The single most effective sentence in the entire story; in fact, it could probably stand for the entire story.
1) How many children walk or bike to school every day? ~10 million?
2) How many of those 115 were kidnapped while on their way to or from school? Half?
3) How many of the answer to 2) were kidnapped while they were on their way to or from school alone? Half again?
"203,900 kids were abducted in 1999 by family members or parents. Approximately, 58,200 were 'non-family' abductions — only 115 were defined as the frightening kidnappings by strangers." -- http://abcnews.go.com/US/story?id=91365&page=1
Unless almost all of the family cases are non-custodial parents, your claim of hundreds of thousands seems a bit exaggerated. Some of these must be custodial parents, uncles, grandparents, siblings, and so on.
I think 'non-family' means acquaintances, minus the 115 cases of abduction by a stranger.
BTW, in addition to wikipedia's contribution to society of a free encyclopedia, I think this phrase is a great contribution. As Gerry Sussman says, "once you can name a spirit, you have power over it."
Is it mostly for sexual abuse? Child labor? What percentage occur in middle class suburbia compared to a poor inner city area?
But yeah, I would expect the numbers to change quite a bit from year to year.
Also, I wonder what the historic measures are. Back in the eighties, we weren't coddled nearly this much, but there was a reasonable amount of crime. How many children were abducted then?
It's similar to school buses and child fatalities. On the face of it, making school buses safer sounds like a noble goal and something we should do. But when you consider that less than a dozen children die each year in school bus accidents out of, again, all children in the United States, there's probably not much that can be done. (Source: http://www.straightdope.com/columns/read/1289/why-are-there-...)

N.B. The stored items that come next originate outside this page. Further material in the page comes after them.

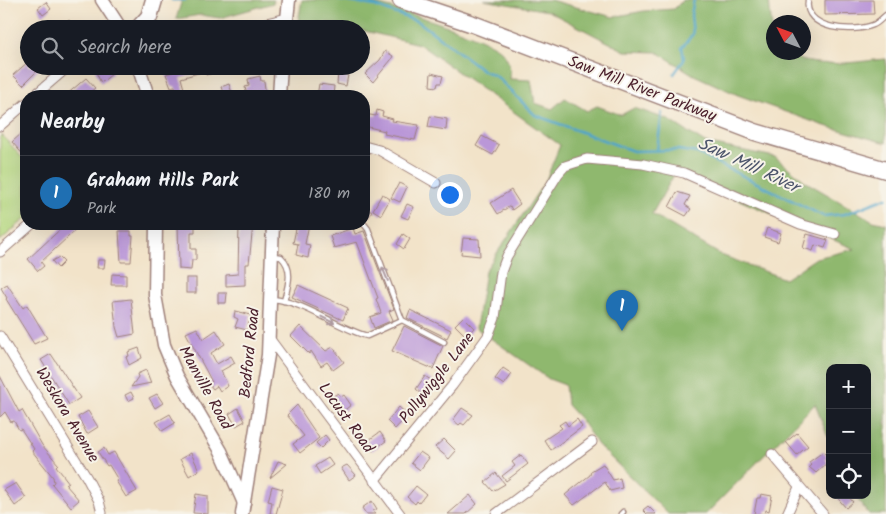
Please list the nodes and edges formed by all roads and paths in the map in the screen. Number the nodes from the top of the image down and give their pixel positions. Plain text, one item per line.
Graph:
1 (102, 0) edge
2 (154, 0) edge
3 (164, 0) edge
4 (289, 0) edge
5 (401, 0) edge
6 (808, 0) edge
7 (438, 1) edge
8 (886, 15) edge
9 (113, 20) edge
10 (146, 20) edge
11 (154, 20) edge
12 (286, 20) edge
13 (58, 75) edge
14 (141, 75) edge
15 (280, 75) edge
16 (41, 90) edge
17 (146, 90) edge
18 (279, 90) edge
19 (20, 108) edge
20 (0, 126) edge
21 (370, 148) edge
22 (886, 161) edge
23 (886, 170) edge
24 (436, 183) dead end
25 (25, 230) edge
26 (156, 230) edge
27 (273, 230) edge
28 (367, 230) edge
29 (835, 234) dead end
30 (0, 252) edge
31 (278, 300) junction
32 (402, 320) junction
33 (0, 336) edge
34 (269, 338) junction
35 (444, 342) dead end
36 (592, 442) dead end
37 (772, 454) dead end
38 (374, 481) junction
39 (799, 487) junction
40 (243, 508) edge
41 (102, 513) edge
42 (400, 514) edge
43 (496, 514) edge
44 (787, 514) edge
45 (823, 514) edge

1 - 9 main road
2 - 10 highway
3 - 11 highway
4 - 12 main road
5 - 23 highway, Saw Mill River Parkway
6 - 8 lane
7 - 22 highway, Saw Mill River Parkway
13 - 16 street
14 - 17 main road
15 - 18 main road
19 - 20 street
21 - 24 street
25 - 30 street
26 - 40 main road, Manville Road
27 - 31 main road, Bedford Road
32 -> 28 lane
29 - 38 street, Pollywiggle Lane
31 -> 32 lane
31 - 34 main road, Bedford Road
32 - 35 lane
33 - 41 street, Weskora Avenue
34 - 38 street, Locust Road
34 - 40 main road, Bedford Road
36 - 43 street
37 - 39 street
38 - 42 street, Locust Road
39 - 44 street
39 - 45 street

If I had children, I wouldn't want them to live a sheltered life and, obviously, there are a lot of common-sense precautions, but I still think that analysis of this information could be useful to the public.
* …115 kidnapped… 2,000 are killed in auto accidents… *
(Presumably that number is correct. I got from some ambulance chasing lawyer's site, but he suggested it was a real number.)
Likewise, for injuries, an average of 3.1 million were injured per year in car crashes, and 153,452 Americans were wounded during the Vietnam War.
: http://www.census.gov/compendia/statab/tables/09s1066.pdf Covers 1990-2006.
Will society really forgive the responsible person if really something happens? I hope I would let my kids walk to school, but I think there is some kind of "tragedy of the commons" at work here. It's also why there will always be more and more stupid laws (like security cameras everywhere, privacy on the internet and so on) - because if you reject a law that is supposed to enhance security, you could be blamed if something happens.
People will always make mistakes. Two years ago a single school computer had it's configuration messed up so that it mounted the school office's storage for everyone. That meant anyone who entered the school could potentially download a database containing the home address, phone number, full name, and other information on every single student there (over 1500). After thinking long and hard I decided not to report it. The reason? I'd most likely be expelled for stumbling across it since they could term it attempted hacking. I only share this here because this alias has rock-solid anonymity (or is that just hubris?).
Maybe. My question is that how many of those children that are in auto-accidents are pedestrians? The problem is that a lot of motorists do not drive carefully around pedestrians (since there is no risk to you by a pedestrian).
I have driven with people who do not even attempt to slow down when there is a group of kids walking along the side of the road. I would rather have my child in a vehicle than on a bicycle when he is in an accident. A guy in an SUV will not even notice that he drove over a ten year old.
Our school also requests parents driving their kids to school to consider parking a couple blocks away and walking the remaining distance. A few people seem to do this, but it seems that the majority still can't fathom doing anything but dropping their kid off at the curb in front of the school.
We're not totally irrational. We know our kids aren't going to get stolen off the street. But it's hard to dispel the idea that they could get hit by a car. Because they totally can.
A 9-year-old crossing a street implicates two very scary variables: the fucking morons driving down our residential streets at 40mph to get around traffic on the main drags, and the fucking morons we've kept alive for 9 years who will still occasionally run out into the street without looking.
There's also the guilt factor. If something common happens to your kid, it's an 'accident'. If your kid gets kidnapped, people put more of the blame on you. I mean, I have lots of designs for safer transit, but it's a lot easier to keep the kid on a leash than change people to focus on the safety of automotive travel above the need for a status symbol. Why do only pros wear helmets?
Instead of doing things that would help reduce cars hitting pedestrians and traffic accidents in general(more sidewalks, longer yellow lights, more crosswalks, more traffic enforcement, more required training which includes focusing on sharing the road with non-cars....) many communities spend more time on things to prevent kidnappings which are already incredibly rare (the article goes into many examples.)
And mattmcknight has an excellent point.
(Before you ask: there are 6 potential street crossings onto the school grounds. The school can only afford to staff one of them with a crossing guard.)